Ah, the classic causality question. Which came first, the chicken or the egg, the earth or the Minion? If you’ve ever watched any of the Minions movies and wondered how they developed such a large, thriving population, you wouldn’t be the only one. Brian VanHooker, a writer for MEL, asked the (peculiar! but necessary!) question that we should’ve been wondering all along: how exactly did they reproduce?
He consulted an evolutionary biologist for answers. It gets a bit convoluted as VanHooker really dives deeply into details and playful scientific inquiry, but the gist is this: he suggests, using the introductory scene from the 2015 film Minions which illustrates their evolution, that the Minions most likely originated with three single-celled progenitors that date back to the primordial soup. The question remains, did these progenitors reproduce asexually, or, well, together? According to evolutionary biologist JV Chamary, the Minions probably had to have reproduced sexually. Why? Science says that the Minions’ genetic diversity wouldn’t be possible if they reproduced asexually, so they had to have gotten busy in some way or another.
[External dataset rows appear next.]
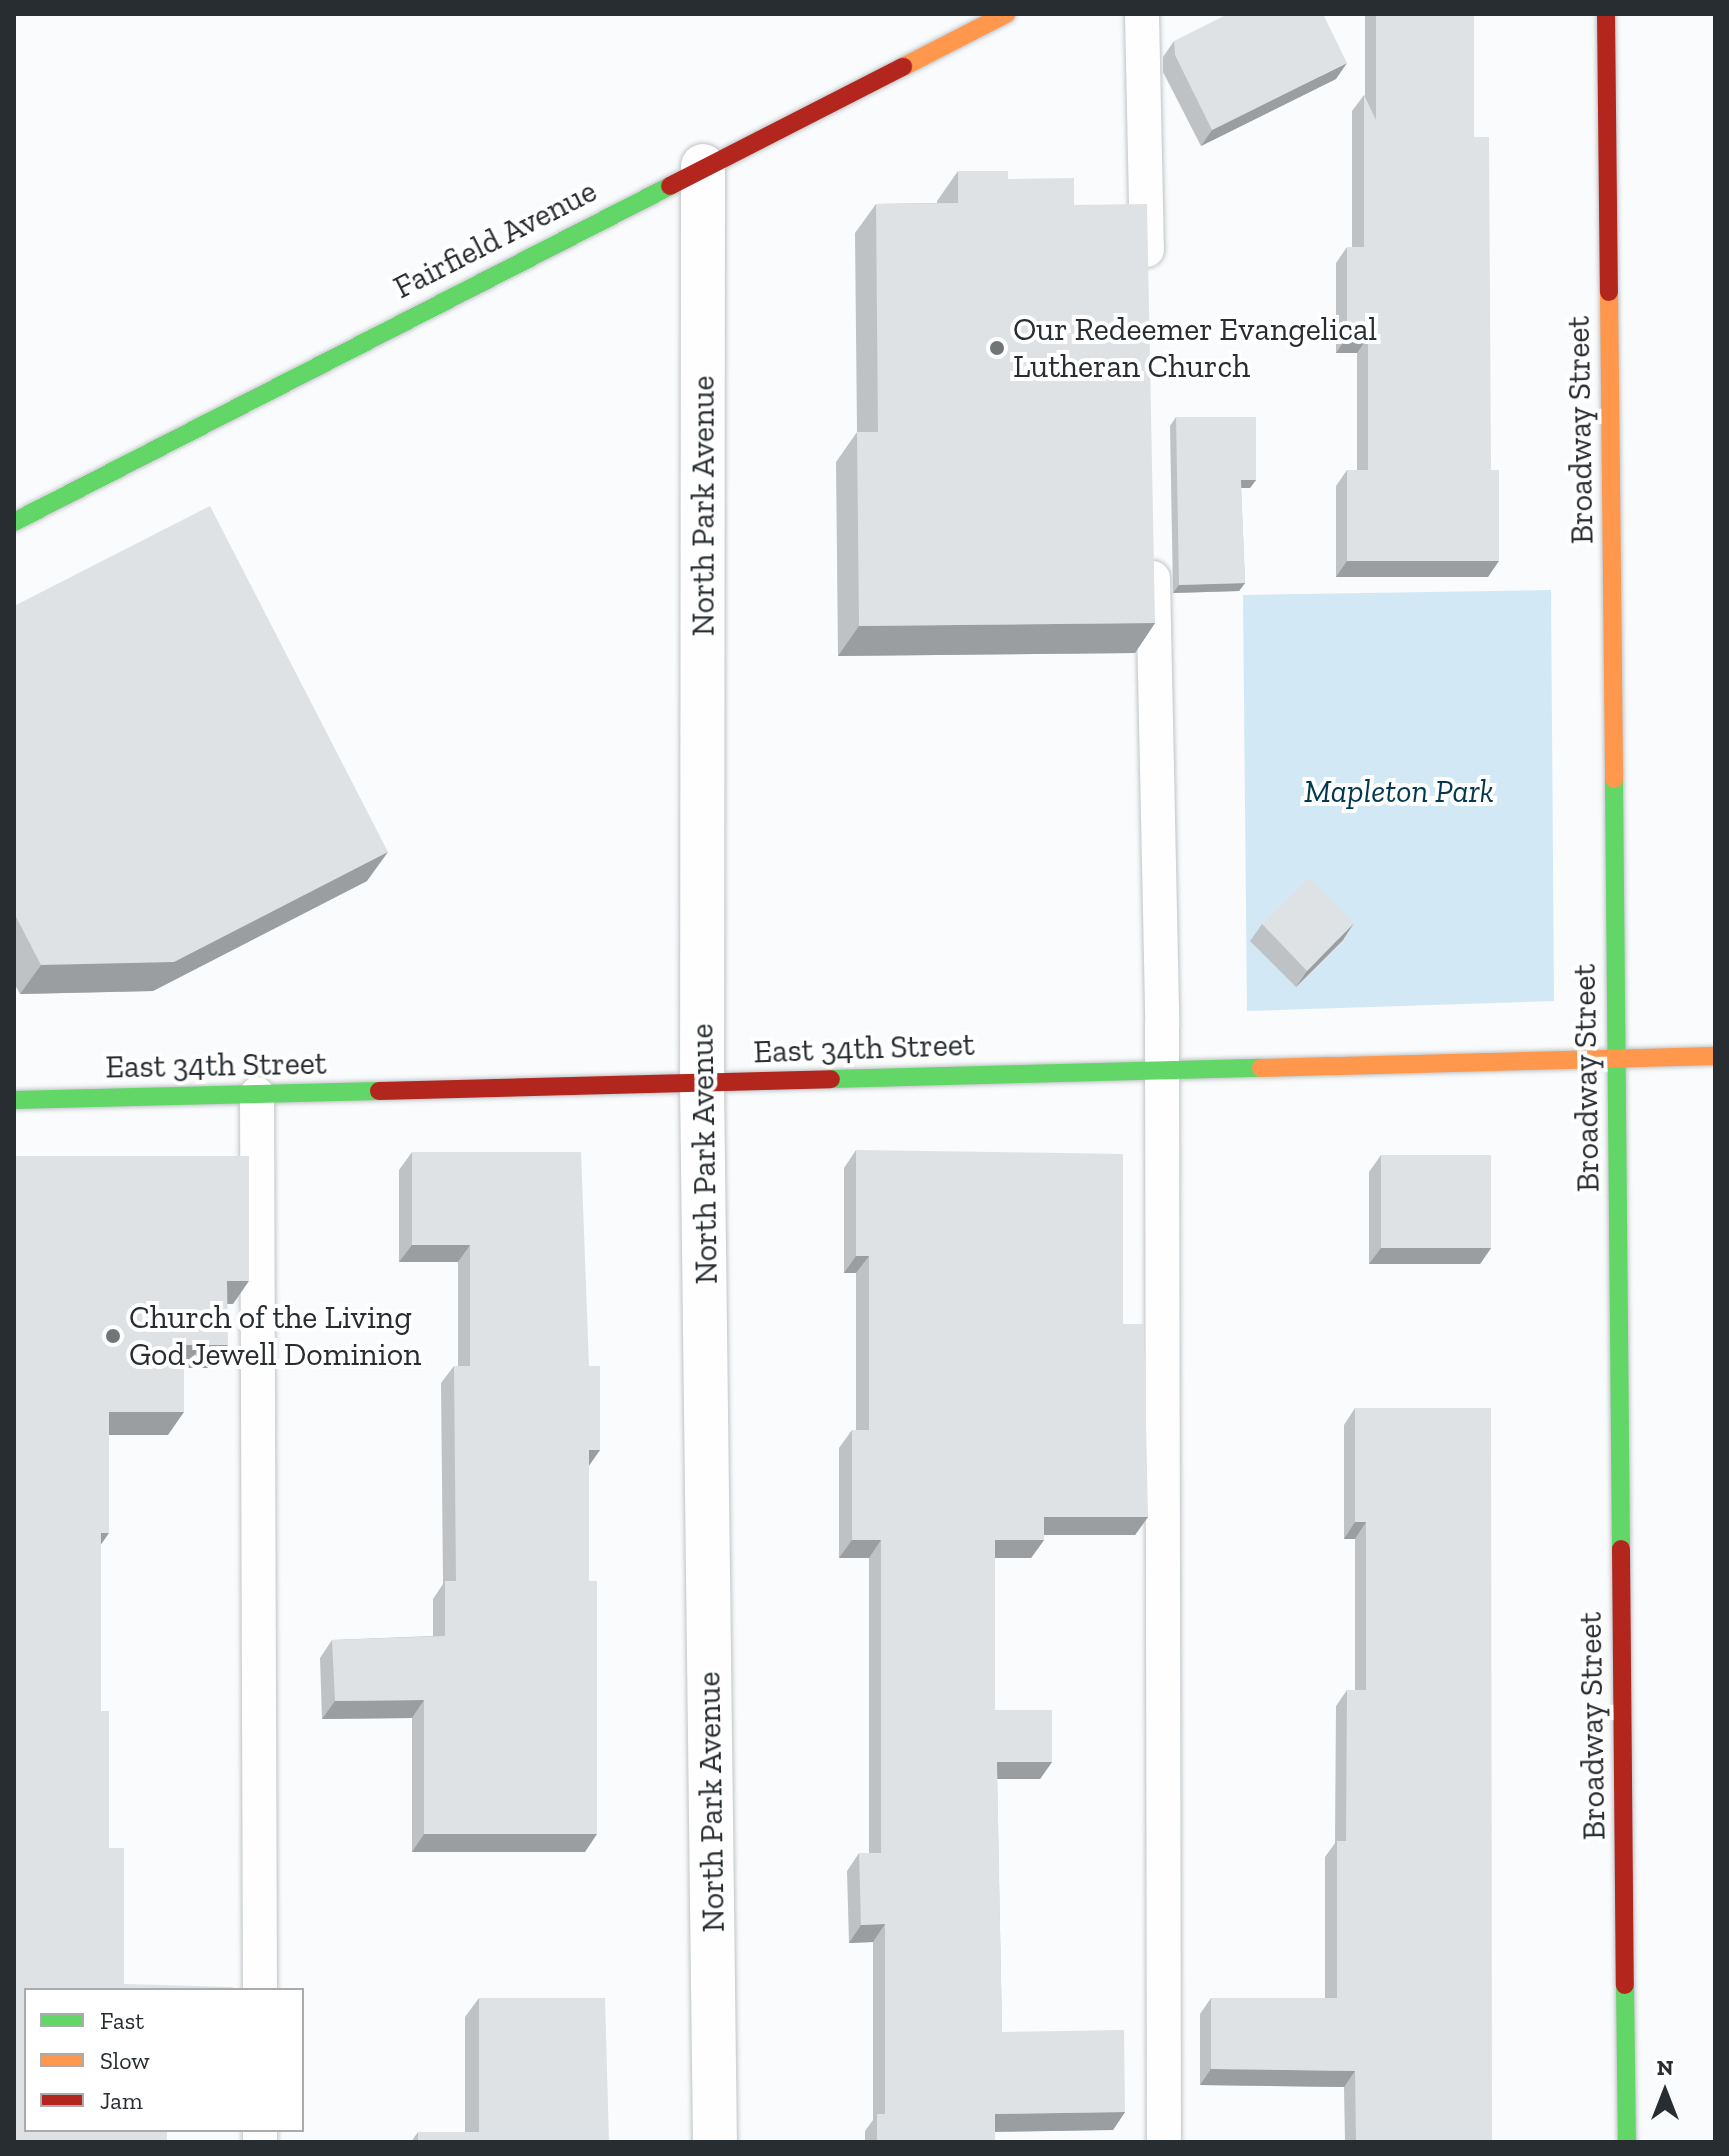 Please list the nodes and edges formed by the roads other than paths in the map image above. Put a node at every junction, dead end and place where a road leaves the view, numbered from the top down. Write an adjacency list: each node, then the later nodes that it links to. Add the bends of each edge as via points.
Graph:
1 (1006, 14): 4 (street, Fairfield Avenue)
2 (1142, 14): 5 (lane)
3 (1606, 14): 9 (street, Broadway Street)
4 (703, 166): 6 (street, Fairfield Avenue); 11 (street, North Park Avenue)
5 (1147, 284)
6 (14, 522)
7 (1153, 550): 10 (lane)
8 (1715, 1056): 9 (street, East 34th Street)
9 (1615, 1059): 10 (street, East 34th Street); 17 (street, Broadway Street)
10 (1162, 1069): 11 (street, East 34th Street); 16 (lane)
11 (702, 1083): 12 (street, East 34th Street); 15 (street, North Park Avenue)
12 (257, 1094): 13 (street, East 34th Street); 14 (lane)
13 (14, 1100)
14 (260, 1988)
15 (715, 2142)
16 (1164, 2142)
17 (1627, 2142)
Chamary said that the clip “reveals that there are three different larval forms of the Minions — they each have different body types, or what biologists call ‘morphs.’ There’s the Kevin-Type, which is the tall, two-eyed one; the Stuart-Type, which is the one-eyed one with medium height; and then there’s the Bob-Type, the short one with two eyes.” (Stuart, Kevin and Bob are, as you can probably tell, different main characters in the series).
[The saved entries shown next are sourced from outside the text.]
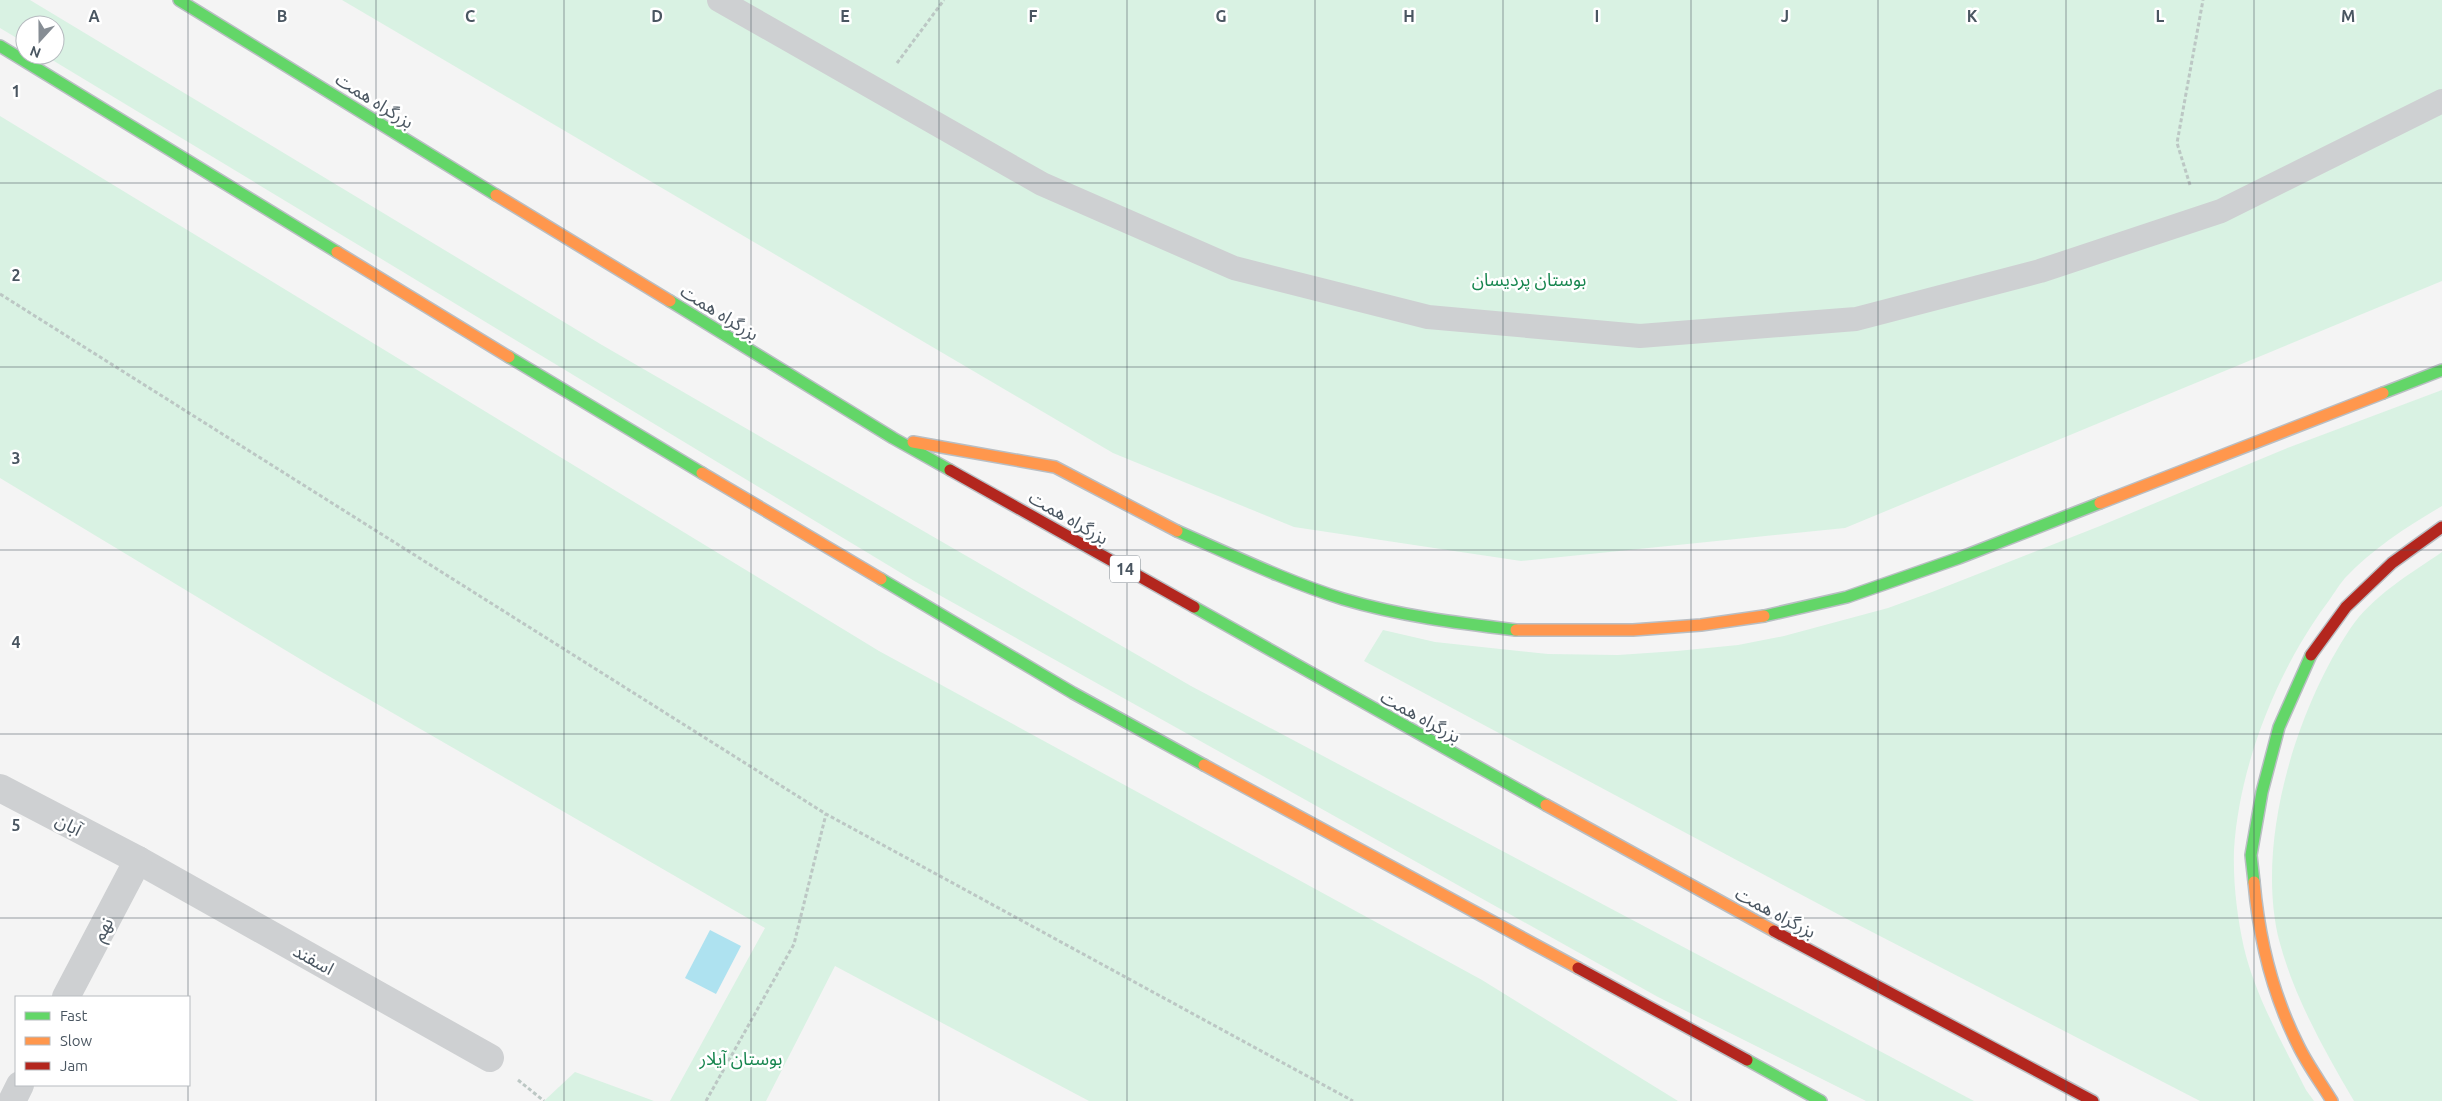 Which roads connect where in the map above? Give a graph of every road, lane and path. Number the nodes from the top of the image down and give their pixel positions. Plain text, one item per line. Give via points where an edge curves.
1 (179, 0) edge
2 (719, 0) edge
3 (944, 0) edge
4 (2203, 0) edge
5 (0, 46) edge
6 (878, 90) junction
7 (2442, 101) edge
8 (2200, 218) junction
9 (0, 294) edge
10 (2442, 370) edge
11 (893, 438) junction
12 (2442, 527) edge
13 (0, 788) edge
14 (826, 814) junction
15 (138, 860) junction
16 (67, 996) edge
17 (490, 1058) dead end
18 (1766, 1071) junction
19 (20, 1086) edge
20 (1786, 1094) dead end
21 (12, 1101) edge
22 (706, 1101) edge
23 (1353, 1101) edge
24 (1820, 1101) edge
25 (2093, 1101) edge
26 (2332, 1101) edge

1 - 11 highway, بزرگراه همت / 14
2 - 6 lane
3 - 6 path
4 - 8 path via 2177,143
5 - 18 highway via 571,395 1073,693
6 - 8 lane via 1042,184 1234,268 1428,317 1640,336 1856,319 2040,271
7 - 8 lane via 2221,211
9 - 14 path
10 - 11 highway via 1959,558 1847,597 1764,616 1633,630 1525,631 1438,622 1343,599 1191,537 1055,467
11 - 25 highway, بزرگراه همت / 14 via 1668,874
12 - 26 highway via 2392,563 2346,607 2307,662 2279,727 2261,801 2251,855 2257,918 2272,984 2298,1046
13 - 15 street, آبان
14 - 22 path via 794,944
14 - 23 path
15 - 16 street, نهم
15 - 17 street, اسفند
18 - 20 highway
18 - 24 highway
19 - 21 street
Still with me? This bit of information prompts other kinds of questions, the most important one of them being about gender and the three progenitors. As Chamary points out, since there’s no species out there that naturally has three biological parents, which means that at least one of the first Minions had to have been male and another female, and they must have reproduced together. But hey, since Minions do in fact exist in a fictional world and were created by animators over at Illumination Entertainment, maybe the rules of biology don’t really apply? At least it’s kinda fun to escape from worries about the pandemic and speculate about the sex lives of our favorite Minions.